++++ Data in this exercise ++++
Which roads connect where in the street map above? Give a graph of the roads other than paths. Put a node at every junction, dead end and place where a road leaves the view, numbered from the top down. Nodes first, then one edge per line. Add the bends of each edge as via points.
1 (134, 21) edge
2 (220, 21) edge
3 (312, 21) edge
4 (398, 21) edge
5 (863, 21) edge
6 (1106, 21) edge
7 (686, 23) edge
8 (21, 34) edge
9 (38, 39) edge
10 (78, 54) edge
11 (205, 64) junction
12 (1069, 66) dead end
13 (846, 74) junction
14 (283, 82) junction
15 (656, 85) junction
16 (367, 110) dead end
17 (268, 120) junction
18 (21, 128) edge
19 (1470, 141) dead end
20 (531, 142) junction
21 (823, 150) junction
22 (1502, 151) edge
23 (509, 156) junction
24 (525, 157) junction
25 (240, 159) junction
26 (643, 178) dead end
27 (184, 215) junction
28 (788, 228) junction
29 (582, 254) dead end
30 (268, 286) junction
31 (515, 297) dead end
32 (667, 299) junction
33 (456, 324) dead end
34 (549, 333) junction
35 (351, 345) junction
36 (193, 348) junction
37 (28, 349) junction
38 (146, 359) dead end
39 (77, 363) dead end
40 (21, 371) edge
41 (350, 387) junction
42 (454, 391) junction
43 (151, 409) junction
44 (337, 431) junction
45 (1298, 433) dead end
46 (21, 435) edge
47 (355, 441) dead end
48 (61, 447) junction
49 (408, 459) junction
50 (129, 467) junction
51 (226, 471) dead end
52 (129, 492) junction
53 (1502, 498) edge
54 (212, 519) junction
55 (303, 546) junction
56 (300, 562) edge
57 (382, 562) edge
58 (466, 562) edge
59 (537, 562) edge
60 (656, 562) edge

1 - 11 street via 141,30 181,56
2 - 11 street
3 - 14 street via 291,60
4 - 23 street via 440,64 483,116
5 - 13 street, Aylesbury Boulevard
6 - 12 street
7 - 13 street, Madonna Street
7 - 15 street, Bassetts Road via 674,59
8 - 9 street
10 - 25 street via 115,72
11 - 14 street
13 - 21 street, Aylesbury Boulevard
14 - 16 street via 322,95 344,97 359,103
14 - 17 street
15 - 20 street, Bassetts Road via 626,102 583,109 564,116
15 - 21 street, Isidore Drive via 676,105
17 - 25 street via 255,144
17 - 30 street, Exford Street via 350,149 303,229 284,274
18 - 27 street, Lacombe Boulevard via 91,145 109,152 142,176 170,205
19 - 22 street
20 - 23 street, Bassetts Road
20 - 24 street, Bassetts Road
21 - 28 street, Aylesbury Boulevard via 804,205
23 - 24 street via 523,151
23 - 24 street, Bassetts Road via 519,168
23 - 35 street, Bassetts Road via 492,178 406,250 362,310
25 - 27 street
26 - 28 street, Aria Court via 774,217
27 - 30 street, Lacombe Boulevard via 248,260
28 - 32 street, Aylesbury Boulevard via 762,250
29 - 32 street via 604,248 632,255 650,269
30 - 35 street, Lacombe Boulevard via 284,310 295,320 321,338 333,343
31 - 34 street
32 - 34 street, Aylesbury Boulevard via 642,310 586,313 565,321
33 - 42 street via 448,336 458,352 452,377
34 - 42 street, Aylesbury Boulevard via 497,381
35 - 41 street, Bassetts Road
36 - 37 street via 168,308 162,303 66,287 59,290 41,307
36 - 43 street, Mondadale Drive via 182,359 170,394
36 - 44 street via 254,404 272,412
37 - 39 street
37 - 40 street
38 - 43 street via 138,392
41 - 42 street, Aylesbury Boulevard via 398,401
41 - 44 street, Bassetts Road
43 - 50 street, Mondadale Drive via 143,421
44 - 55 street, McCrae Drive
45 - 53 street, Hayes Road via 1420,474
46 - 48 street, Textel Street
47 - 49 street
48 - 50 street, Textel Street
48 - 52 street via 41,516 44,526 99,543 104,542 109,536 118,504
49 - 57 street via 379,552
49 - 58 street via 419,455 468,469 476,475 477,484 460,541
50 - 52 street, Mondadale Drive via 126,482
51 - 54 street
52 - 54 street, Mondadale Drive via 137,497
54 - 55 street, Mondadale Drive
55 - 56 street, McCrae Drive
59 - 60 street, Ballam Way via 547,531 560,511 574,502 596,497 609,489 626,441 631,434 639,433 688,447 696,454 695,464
++++
> **Exercise prompt**
Select and copy every line from the records that includes the word "Textel".

> **Exercise result**
46 - 48 street, Textel Street
48 - 50 street, Textel Street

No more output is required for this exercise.